Looking very austere, Dumbledore spoke loudly, "I would like whoever has pulled this little prank to know that they will not go unpunished. You may as well step forward now so as to prevent an even worse consequence." Nobody moved. Dumbledore's eyes twinkled a little. "Very well. Then I ask whoever has information on who might have done this to speak to a professor or myself soon. In the meantime, I must ask you all to scurry along to classes, even those now hexed, so that the day may continue as normal as possible. This evening, those affected by the prank are to report to Professor Snape's office before dinner."

The students twittered softly but did as they were told, heading for the doors. The noise grew again as everyone began talking rapidly about the prank. Laughter leaped high again when they saw the Slytherins angrily shoving their way through the crowds, glaring around, with lines of sand slithering behind them. The sand spelled out things like 'I'm a stupid git,' or 'I wet the bed,' or 'I'm a mama's boy.' Filch waded through the mass, looking furious and muttering angrily towards the unperturbed mountains of sand. Chuckling heavily, Ainsley, Dennis, and Ackerly were having a hard time walking straight for all the laughter tears bulging on their cheeks. They weren't aware of someone following them closely until they had made it halfway to their class, and someone shoved Ainsley into a side corridor. The excited chattering around died. The place was deserted.

Draco Malfoy looked down on him with an empty expression. His sleek hair was now gritty and sand dusted him in a thick coat from head to toe. 'I couldn't catch a snitch with no wings buried in cement,' was written out behind him.
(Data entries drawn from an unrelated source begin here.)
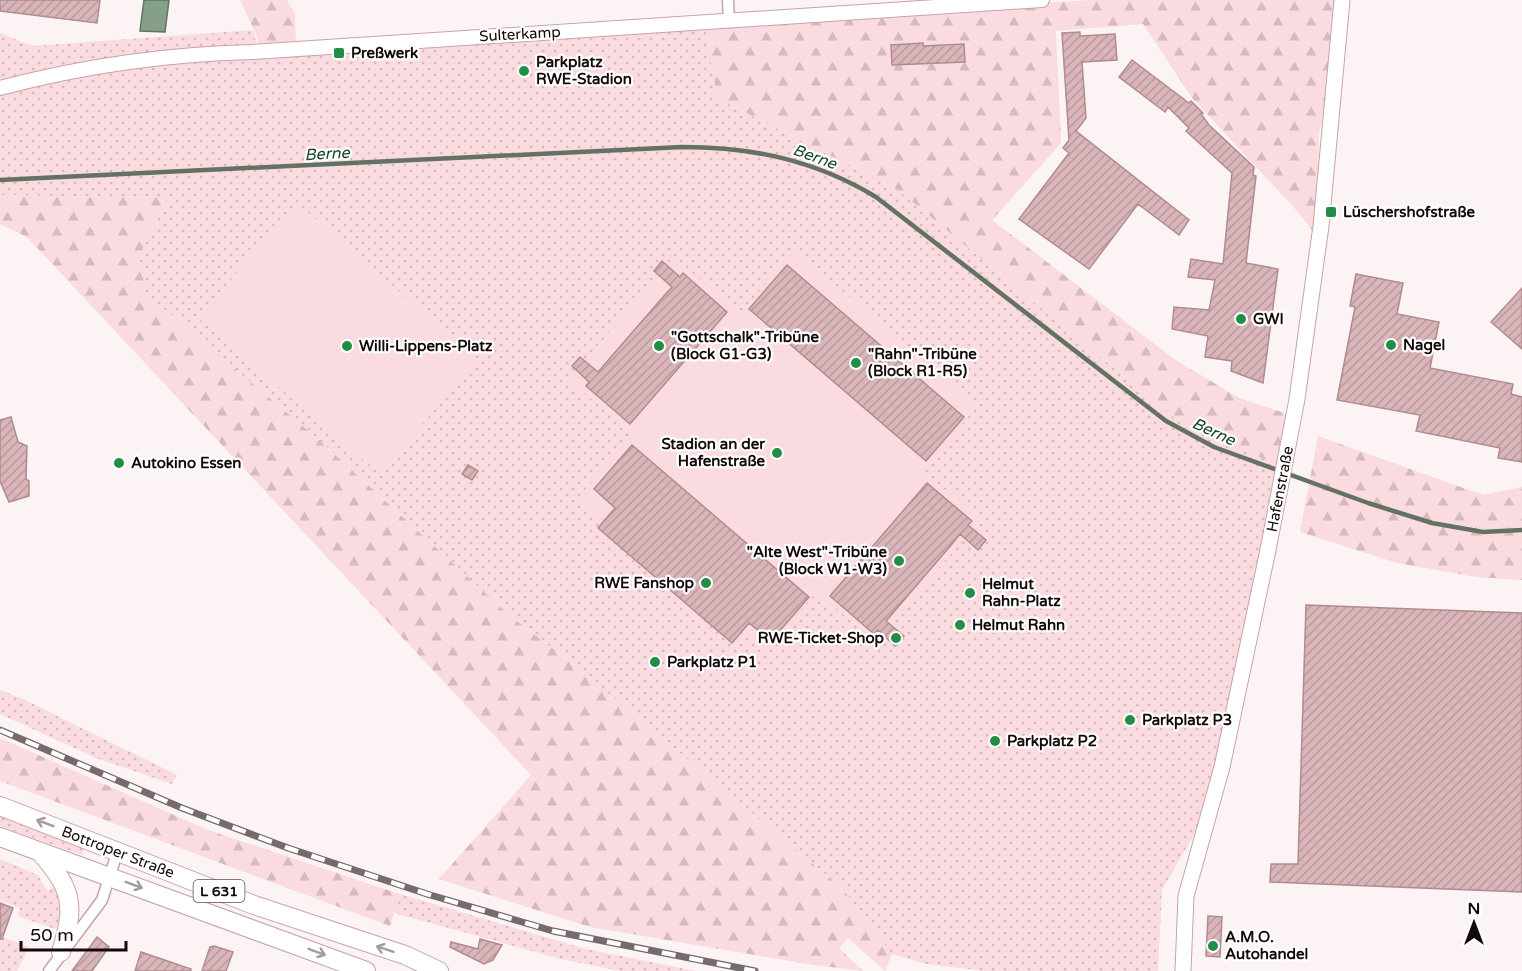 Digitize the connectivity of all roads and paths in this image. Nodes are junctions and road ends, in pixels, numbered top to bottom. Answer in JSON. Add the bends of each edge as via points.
{"nodes":[{"id":1,"x":728,"y":0,"type":"edge"},
{"id":2,"x":1042,"y":0,"type":"edge"},
{"id":3,"x":1342,"y":0,"type":"edge"},
{"id":4,"x":729,"y":22,"type":"junction"},
{"id":5,"x":0,"y":88,"type":"edge"},
{"id":6,"x":0,"y":806,"type":"edge"},
{"id":7,"x":0,"y":837,"type":"edge"},
{"id":8,"x":38,"y":850,"type":"junction"},
{"id":9,"x":118,"y":850,"type":"junction"},
{"id":10,"x":108,"y":876,"type":"junction"},
{"id":11,"x":61,"y":952,"type":"junction"},
{"id":12,"x":49,"y":971,"type":"edge"},
{"id":13,"x":366,"y":971,"type":"edge"},
{"id":14,"x":439,"y":971,"type":"edge"},
{"id":15,"x":1183,"y":971,"type":"edge"}],
"edges":[{"from":1,"to":4,"type":"street"},
{"from":2,"to":4,"type":"street","name":"Sulterkamp"},
{"from":3,"to":15,"type":"main road","name":"Hafenstraße","via":[[1321,226],[1286,460],[1222,766],[1186,896]]},
{"from":4,"to":5,"type":"street","name":"Sulterkamp","via":[[186,54],[108,64]]},
{"from":9,"to":6,"type":"main road","name":"Bottroper Straße","number":"L 631","one_way":true},
{"from":7,"to":8,"type":"main road","name":"Bottroper Straße","number":"L 631"},
{"from":8,"to":10,"type":"main road","name":"Bottroper Straße","number":"L 631"},
{"from":8,"to":11,"type":"main road","via":[[56,871],[70,900],[69,925]]},
{"from":9,"to":10,"type":"street"},
{"from":14,"to":9,"type":"main road","name":"Bottroper Straße","number":"L 631","one_way":true},
{"from":10,"to":11,"type":"street","via":[[102,900]]},
{"from":10,"to":13,"type":"main road","name":"Bottroper Straße","number":"L 631","one_way":true},
{"from":11,"to":12,"type":"street"}]}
To Ainsley's alarm, Malfoy's thin lips spread in a slow smile.

"Oh, good show!" the Slytherin said amiably. "Really! Well done, old boy! Top notch!"

Ainsley shrugged off his hand. He crossed his arms defensively across his chest. "If you mean about the sand –" He struggled to keep a straight face. " – It wasn't me." He glanced over Malfoy's shoulder to see if Ackerly or Dennis had noticed him being cornered. Only a stream of distracted, amused faces swam past.

"Is that so?" Malfoy asked conversationally. He still smiled. "Because, I got a look at that little cube before it exploded."

"Did you?" Ainsley queried, sounding interested.

"Yes," he answered toothily. "And do you know what was on it?"

"No, what?"

"The stamp of Zonko's: Weasley's Wizard Wheezes Division," Malfoy replied, still as nonchalant as ever. He was starting to make Ainsley nervous. "And I know, of course, how buddy-buddy you've always been with the charming Weasleys, old chap."

'The charming Weasleys'? Ainsley wondered if there was some strange side affect of insanity from the sand hex. "Well. They let anyone buy their stuff, you know. Not just friends."

"Yes, but I don't like coincidences," Malfoy said, his voice dropping an octave or two. "And I happen to know that you, Potter, are a nasty little brat." He no longer heard any hint of pleasantry in the Slytherin's voice.

Ainsley straightened, glaring. "I told you. I didn't do it. I don't know who did." He smirked. "They certainly do have a great sense of humor, though."

Malfoy didn't say anything. He gazed at him with slitted eyes and a thin mouth. He suddenly put on a smirk to undo any smirk. "You know, Ains, I feel bad for you."

Thrown, Ainsley stared. "What?"

The blonde tutted sympathetically. "So many secrets being kept from you... And your own family – Ah, well." He shrugged, backing away. "I shouldn't say anything. Ciao." He made to leave the side corridor.

Ainsley grabbed at his arm. "What are you talking about?" he hissed. "You've been hinting at some bull like that for weeks now. Spill or just shut your stupid piehole you ass!"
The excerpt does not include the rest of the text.